Published December 28, 2012
| Inside Science News Service, Mike Lucibella
Every year the Oxford English Dictionary expands, incorporating freshly coined terms such as "bromance," "staycation" or "frenemy." However, a recent analysis has found that as a language grows over time, it becomes more set in its ways. New words are always being added, according to this study, but few become widely used and part of the standard vocabulary.
"There are a lot of new hip words that are sort of popping out, but the popularity and the lifespan of these words are very short," said Matjaz Perc, a physics professor at the University of Maribor in Slovenia and one of the authors of the paper. "Our study shows that we don't really need them, so the mileage that we get out of them is very low compared to other words."
Google has scanned more than 20 million books, or approximately 4 percent of all books ever published in nine major languages, and made them accessible to anyone with an Internet connection. It's this online database that the researchers studied. The results were published in Nature Scientific Reports.
The Google database includes books written in the 1500s, but the team limited its research to the last two centuries. They tracked the proliferation of words throughout the library using Google's Ngram viewer to study the growth and usage patterns of words in a language.
"This Google Books Project has provided this huge platform to do this all at once," said Alex Petersen, a physicist at the IMT Lucca Institute for Advanced Studies in Italy, and lead author of the paper.
The team says that the "core lexicon" of the English language is made up of about 30,000 words that show up more frequently than one word in a million. There is also a body 100 times as large, of rarely used words, which applies to the vast majority of new words. Some of the few that jumped from the rarely used category into the core lexicon in recent years have been words like "email" or "Google." However these are the exception, not the rule.
"We're not coming up with new color names or descriptions for things we've already established," Petersen said. "A lot of the new words that we see are related to computers."
At the beginning of the 19th century, fewer new words were introduced than now, but their popularity changed dramatically from year to year. A word like "paper" might be in the top thousand most used words one year, and then drop off in use for a while, only to return in popularity years later.
"All things being equal, you would expect that each word would have the same popularity from year to year," said Joel Tenenbaum, a physicist at Boston University and a coauthor of the paper.
The scientists found that as the vocabulary of a language grew, a word's popularity would change less and less, until the modern era where the most popular words have remained constant for decades. It wasn't just English that "cooled" as it grew.
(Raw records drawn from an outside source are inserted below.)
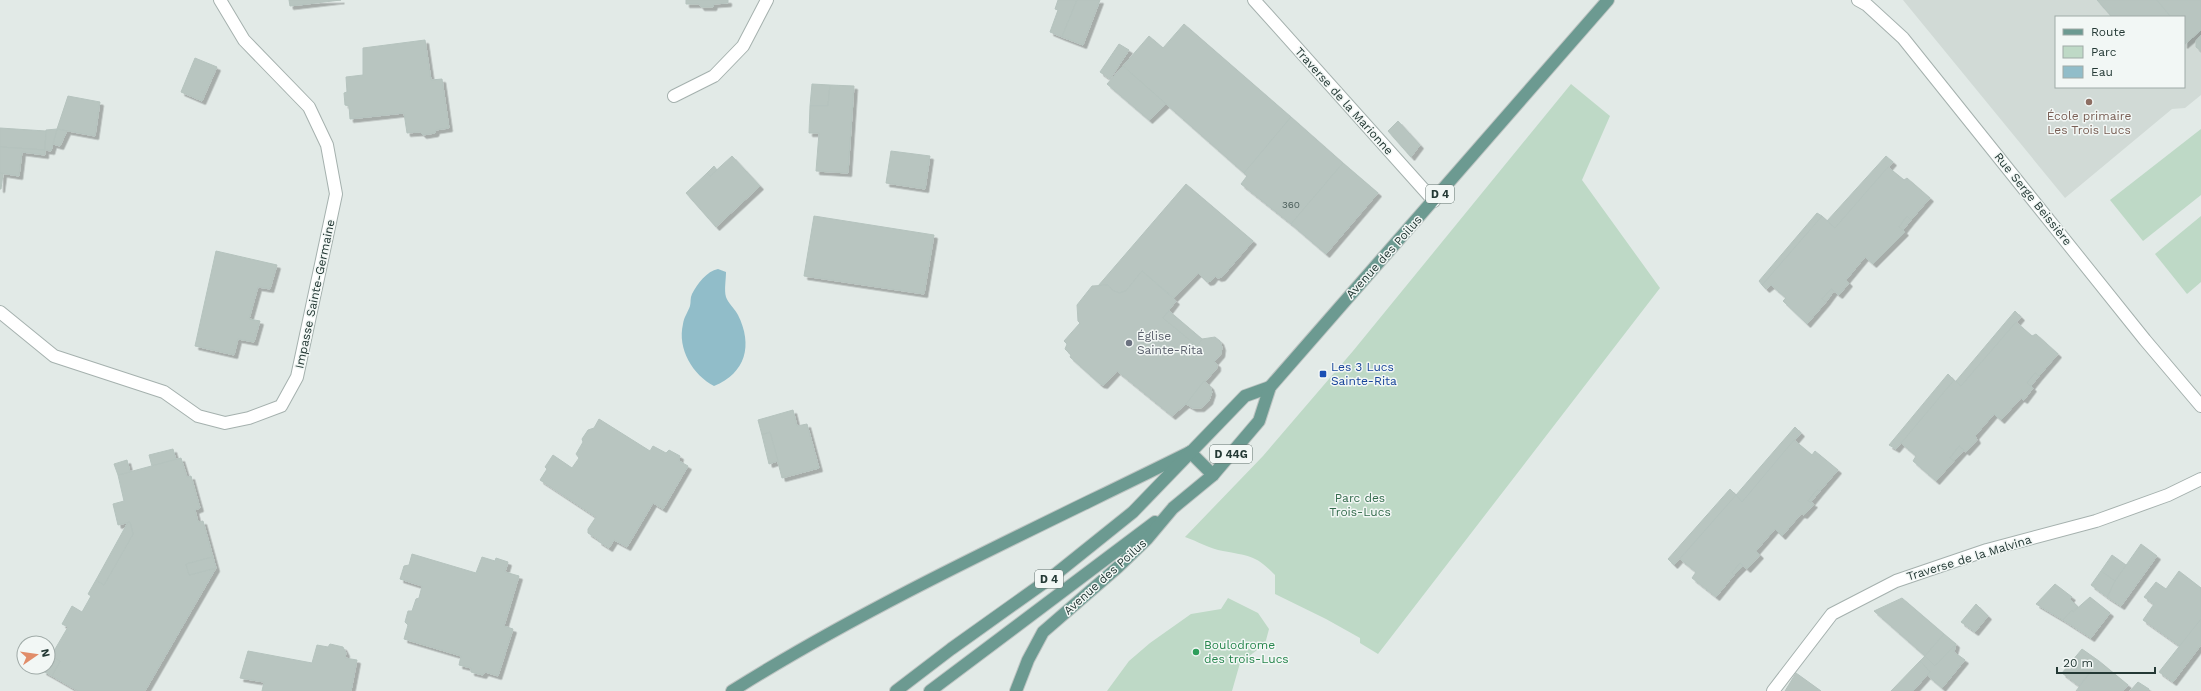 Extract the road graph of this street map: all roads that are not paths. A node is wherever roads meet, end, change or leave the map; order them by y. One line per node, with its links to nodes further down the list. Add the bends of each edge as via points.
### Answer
1 (220, 0): 8 (street, Impasse Sainte-Germaine, via 244,40 309,107 327,145 336,194 297,377 281,406 249,418 225,423 198,416 164,392 54,356)
2 (767, 0): 6 (street, via 743,46 714,76)
3 (1254, 0): 7 (street, Traverse de la Marionne)
4 (1608, 0): 7 (main road, Avenue des Poilus / D 4)
5 (1858, 0): 10 (street, Rue Serge Beissière, via 1903,38)
6 (674, 96)
7 (1434, 201): 9 (main road, Avenue des Poilus / D 4)
8 (0, 312)
9 (1270, 387): 11 (main road, Avenue des Poilus / D 4, via 1245,396); 12 (main road, Avenue des Poilus / D 44G, via 1259,421)
10 (2201, 406)
11 (1190, 452): 12 (main road, D 44G); 15 (main road, via 864,614); 16 (main road, D 4, via 1133,512 1052,577)
12 (1213, 475): 14 (main road, Avenue des Poilus / D 44G)
13 (2201, 479): 19 (street, Traverse de la Malvina, via 2168,495 2096,521 1987,550 1896,581 1832,614)
14 (1173, 508): 17 (main road, D 44G); 18 (main road, Avenue des Poilus / D 44G, via 1148,539 1043,632)
15 (732, 691)
16 (896, 691)
17 (930, 691)
18 (1016, 691)
19 (1773, 691)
"In the paper we find this overwhelming trend across all languages," Petersen said.
To linguists, many of the conclusions reached by the researchers were known within the community.
"They’ve done some of the largest scale work that anyone has ever done," said Bill Kretzschmar, a linguist at the University of Georgia. However he called their results underwhelming. "For every million words you add after the first couple, you don't get much return from that, and we knew that already."
Petersen responded that theirs was the first attempt to quantify exactly how much a language "cools" as it expands.
Kretzschmar said that he was glad that physicists and mathematicians were starting to get interested in linguistics. He said that the statistical techniques employed by the researchers could potentially bring new insights to the field.
"They bring models and methods that I don’t have," Kretzschmar said. "I think this is an important movement in the study of language."
He added that the vastness of the Google library means that nonfiction books, fiction, poetry and journal articles were all brought together into the same database. This poses a problem because these different forms of written communication vary dramatically in their use of language, such as in their level of formality, making direct comparisons difficult.
"Because there is a similar mix from year to year, we're not comparing apples to oranges. We're comparing a basket of apples and oranges to another basket of comparable fractions of apples and oranges," Petersen said. Google does break some of their English texts into subcategories, like British English, American English and English Fiction. "We found the same patterns independent of which Google dataset we used.”
Kretzschmar also faulted Google's metadata as sometimes inaccurate. It includes information about the scanned books such as their publication dates, author and publisher. In addition, computers often misidentify letters when interpreting a scanned page. Google will read it as a new word, though really it's just a misspelling.
Petersen said that was a known flaw in their work, and they were working on an improved way to prune out errors.